## ASSIGNMENT
What is needed is a word-for-word copy of the records below.

(Records from a collection)
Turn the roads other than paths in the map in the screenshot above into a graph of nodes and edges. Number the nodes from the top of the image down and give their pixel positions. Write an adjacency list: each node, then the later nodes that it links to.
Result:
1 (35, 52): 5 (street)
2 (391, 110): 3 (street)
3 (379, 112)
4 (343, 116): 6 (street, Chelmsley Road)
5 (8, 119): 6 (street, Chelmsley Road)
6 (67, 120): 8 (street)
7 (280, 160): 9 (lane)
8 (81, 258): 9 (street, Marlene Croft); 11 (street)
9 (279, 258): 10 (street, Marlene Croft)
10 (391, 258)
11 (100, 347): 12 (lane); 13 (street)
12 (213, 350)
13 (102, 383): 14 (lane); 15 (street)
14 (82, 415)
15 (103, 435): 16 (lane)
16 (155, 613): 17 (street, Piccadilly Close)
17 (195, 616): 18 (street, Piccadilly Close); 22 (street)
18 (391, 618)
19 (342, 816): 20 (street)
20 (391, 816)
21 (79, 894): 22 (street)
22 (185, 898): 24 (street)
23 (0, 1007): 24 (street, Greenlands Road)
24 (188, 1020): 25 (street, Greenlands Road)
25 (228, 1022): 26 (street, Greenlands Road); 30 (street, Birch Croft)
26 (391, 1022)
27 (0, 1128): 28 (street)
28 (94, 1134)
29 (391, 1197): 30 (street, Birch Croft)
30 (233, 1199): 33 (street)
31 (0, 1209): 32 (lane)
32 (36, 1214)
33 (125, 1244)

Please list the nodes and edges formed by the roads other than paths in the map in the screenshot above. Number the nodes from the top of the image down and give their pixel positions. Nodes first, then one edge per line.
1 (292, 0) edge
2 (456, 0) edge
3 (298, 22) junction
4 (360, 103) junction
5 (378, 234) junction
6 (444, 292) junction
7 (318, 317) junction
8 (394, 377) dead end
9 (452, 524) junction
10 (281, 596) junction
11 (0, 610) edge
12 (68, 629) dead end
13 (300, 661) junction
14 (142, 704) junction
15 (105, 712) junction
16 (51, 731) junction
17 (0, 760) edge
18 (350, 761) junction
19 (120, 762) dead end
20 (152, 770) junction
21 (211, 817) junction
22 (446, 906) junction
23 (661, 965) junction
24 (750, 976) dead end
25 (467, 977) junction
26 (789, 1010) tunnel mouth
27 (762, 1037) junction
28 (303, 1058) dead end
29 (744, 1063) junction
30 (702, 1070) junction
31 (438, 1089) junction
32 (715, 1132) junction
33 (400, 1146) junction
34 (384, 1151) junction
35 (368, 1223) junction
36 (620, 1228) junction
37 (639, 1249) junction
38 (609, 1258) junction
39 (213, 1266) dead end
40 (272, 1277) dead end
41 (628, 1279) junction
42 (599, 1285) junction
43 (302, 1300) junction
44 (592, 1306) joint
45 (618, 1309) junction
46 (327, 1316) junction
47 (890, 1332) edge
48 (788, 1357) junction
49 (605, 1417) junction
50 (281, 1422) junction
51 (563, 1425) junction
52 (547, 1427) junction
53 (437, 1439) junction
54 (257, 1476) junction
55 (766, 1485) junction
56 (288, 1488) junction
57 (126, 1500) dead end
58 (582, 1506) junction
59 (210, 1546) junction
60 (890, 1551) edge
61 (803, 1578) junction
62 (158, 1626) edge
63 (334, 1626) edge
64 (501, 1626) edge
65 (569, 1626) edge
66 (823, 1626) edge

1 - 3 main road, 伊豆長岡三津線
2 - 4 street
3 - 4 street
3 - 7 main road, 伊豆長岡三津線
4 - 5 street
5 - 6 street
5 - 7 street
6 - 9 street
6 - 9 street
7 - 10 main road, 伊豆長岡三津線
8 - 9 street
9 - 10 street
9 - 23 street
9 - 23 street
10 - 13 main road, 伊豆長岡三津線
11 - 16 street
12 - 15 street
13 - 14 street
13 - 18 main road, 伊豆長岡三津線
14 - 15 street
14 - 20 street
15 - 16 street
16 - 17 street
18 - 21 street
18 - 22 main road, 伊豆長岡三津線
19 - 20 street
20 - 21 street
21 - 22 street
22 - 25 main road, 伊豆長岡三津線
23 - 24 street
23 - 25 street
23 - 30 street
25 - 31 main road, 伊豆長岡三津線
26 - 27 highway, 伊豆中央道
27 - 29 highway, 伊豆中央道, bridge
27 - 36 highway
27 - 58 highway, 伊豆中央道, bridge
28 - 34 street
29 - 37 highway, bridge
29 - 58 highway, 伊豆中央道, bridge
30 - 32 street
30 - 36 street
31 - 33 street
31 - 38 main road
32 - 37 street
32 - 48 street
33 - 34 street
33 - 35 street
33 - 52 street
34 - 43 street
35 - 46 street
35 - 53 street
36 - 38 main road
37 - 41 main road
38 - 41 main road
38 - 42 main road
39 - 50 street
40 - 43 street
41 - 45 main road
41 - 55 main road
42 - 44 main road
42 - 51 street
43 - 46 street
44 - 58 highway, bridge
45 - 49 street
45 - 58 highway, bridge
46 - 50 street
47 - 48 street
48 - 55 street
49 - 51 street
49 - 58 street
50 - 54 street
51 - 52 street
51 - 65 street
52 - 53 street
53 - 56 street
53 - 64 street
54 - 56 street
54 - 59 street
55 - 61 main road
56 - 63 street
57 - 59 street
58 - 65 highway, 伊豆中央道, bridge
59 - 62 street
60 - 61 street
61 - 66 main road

## TASK RESPONSE
Turn the roads other than paths in the map in the screenshot above into a graph of nodes and edges. Number the nodes from the top of the image down and give their pixel positions. Write an adjacency list: each node, then the later nodes that it links to.
Result:
1 (35, 52): 5 (street)
2 (391, 110): 3 (street)
3 (379, 112)
4 (343, 116): 6 (street, Chelmsley Road)
5 (8, 119): 6 (street, Chelmsley Road)
6 (67, 120): 8 (street)
7 (280, 160): 9 (lane)
8 (81, 258): 9 (street, Marlene Croft); 11 (street)
9 (279, 258): 10 (street, Marlene Croft)
10 (391, 258)
11 (100, 347): 12 (lane); 13 (street)
12 (213, 350)
13 (102, 383): 14 (lane); 15 (street)
14 (82, 415)
15 (103, 435): 16 (lane)
16 (155, 613): 17 (street, Piccadilly Close)
17 (195, 616): 18 (street, Piccadilly Close); 22 (street)
18 (391, 618)
19 (342, 816): 20 (street)
20 (391, 816)
21 (79, 894): 22 (street)
22 (185, 898): 24 (street)
23 (0, 1007): 24 (street, Greenlands Road)
24 (188, 1020): 25 (street, Greenlands Road)
25 (228, 1022): 26 (street, Greenlands Road); 30 (street, Birch Croft)
26 (391, 1022)
27 (0, 1128): 28 (street)
28 (94, 1134)
29 (391, 1197): 30 (street, Birch Croft)
30 (233, 1199): 33 (street)
31 (0, 1209): 32 (lane)
32 (36, 1214)
33 (125, 1244)

Please list the nodes and edges formed by the roads other than paths in the map in the screenshot above. Number the nodes from the top of the image down and give their pixel positions. Nodes first, then one edge per line.
1 (292, 0) edge
2 (456, 0) edge
3 (298, 22) junction
4 (360, 103) junction
5 (378, 234) junction
6 (444, 292) junction
7 (318, 317) junction
8 (394, 377) dead end
9 (452, 524) junction
10 (281, 596) junction
11 (0, 610) edge
12 (68, 629) dead end
13 (300, 661) junction
14 (142, 704) junction
15 (105, 712) junction
16 (51, 731) junction
17 (0, 760) edge
18 (350, 761) junction
19 (120, 762) dead end
20 (152, 770) junction
21 (211, 817) junction
22 (446, 906) junction
23 (661, 965) junction
24 (750, 976) dead end
25 (467, 977) junction
26 (789, 1010) tunnel mouth
27 (762, 1037) junction
28 (303, 1058) dead end
29 (744, 1063) junction
30 (702, 1070) junction
31 (438, 1089) junction
32 (715, 1132) junction
33 (400, 1146) junction
34 (384, 1151) junction
35 (368, 1223) junction
36 (620, 1228) junction
37 (639, 1249) junction
38 (609, 1258) junction
39 (213, 1266) dead end
40 (272, 1277) dead end
41 (628, 1279) junction
42 (599, 1285) junction
43 (302, 1300) junction
44 (592, 1306) joint
45 (618, 1309) junction
46 (327, 1316) junction
47 (890, 1332) edge
48 (788, 1357) junction
49 (605, 1417) junction
50 (281, 1422) junction
51 (563, 1425) junction
52 (547, 1427) junction
53 (437, 1439) junction
54 (257, 1476) junction
55 (766, 1485) junction
56 (288, 1488) junction
57 (126, 1500) dead end
58 (582, 1506) junction
59 (210, 1546) junction
60 (890, 1551) edge
61 (803, 1578) junction
62 (158, 1626) edge
63 (334, 1626) edge
64 (501, 1626) edge
65 (569, 1626) edge
66 (823, 1626) edge

1 - 3 main road, 伊豆長岡三津線
2 - 4 street
3 - 4 street
3 - 7 main road, 伊豆長岡三津線
4 - 5 street
5 - 6 street
5 - 7 street
6 - 9 street
6 - 9 street
7 - 10 main road, 伊豆長岡三津線
8 - 9 street
9 - 10 street
9 - 23 street
9 - 23 street
10 - 13 main road, 伊豆長岡三津線
11 - 16 street
12 - 15 street
13 - 14 street
13 - 18 main road, 伊豆長岡三津線
14 - 15 street
14 - 20 street
15 - 16 street
16 - 17 street
18 - 21 street
18 - 22 main road, 伊豆長岡三津線
19 - 20 street
20 - 21 street
21 - 22 street
22 - 25 main road, 伊豆長岡三津線
23 - 24 street
23 - 25 street
23 - 30 street
25 - 31 main road, 伊豆長岡三津線
26 - 27 highway, 伊豆中央道
27 - 29 highway, 伊豆中央道, bridge
27 - 36 highway
27 - 58 highway, 伊豆中央道, bridge
28 - 34 street
29 - 37 highway, bridge
29 - 58 highway, 伊豆中央道, bridge
30 - 32 street
30 - 36 street
31 - 33 street
31 - 38 main road
32 - 37 street
32 - 48 street
33 - 34 street
33 - 35 street
33 - 52 street
34 - 43 street
35 - 46 street
35 - 53 street
36 - 38 main road
37 - 41 main road
38 - 41 main road
38 - 42 main road
39 - 50 street
40 - 43 street
41 - 45 main road
41 - 55 main road
42 - 44 main road
42 - 51 street
43 - 46 street
44 - 58 highway, bridge
45 - 49 street
45 - 58 highway, bridge
46 - 50 street
47 - 48 street
48 - 55 street
49 - 51 street
49 - 58 street
50 - 54 street
51 - 52 street
51 - 65 street
52 - 53 street
53 - 56 street
53 - 64 street
54 - 56 street
54 - 59 street
55 - 61 main road
56 - 63 street
57 - 59 street
58 - 65 highway, 伊豆中央道, bridge
59 - 62 street
60 - 61 street
61 - 66 main road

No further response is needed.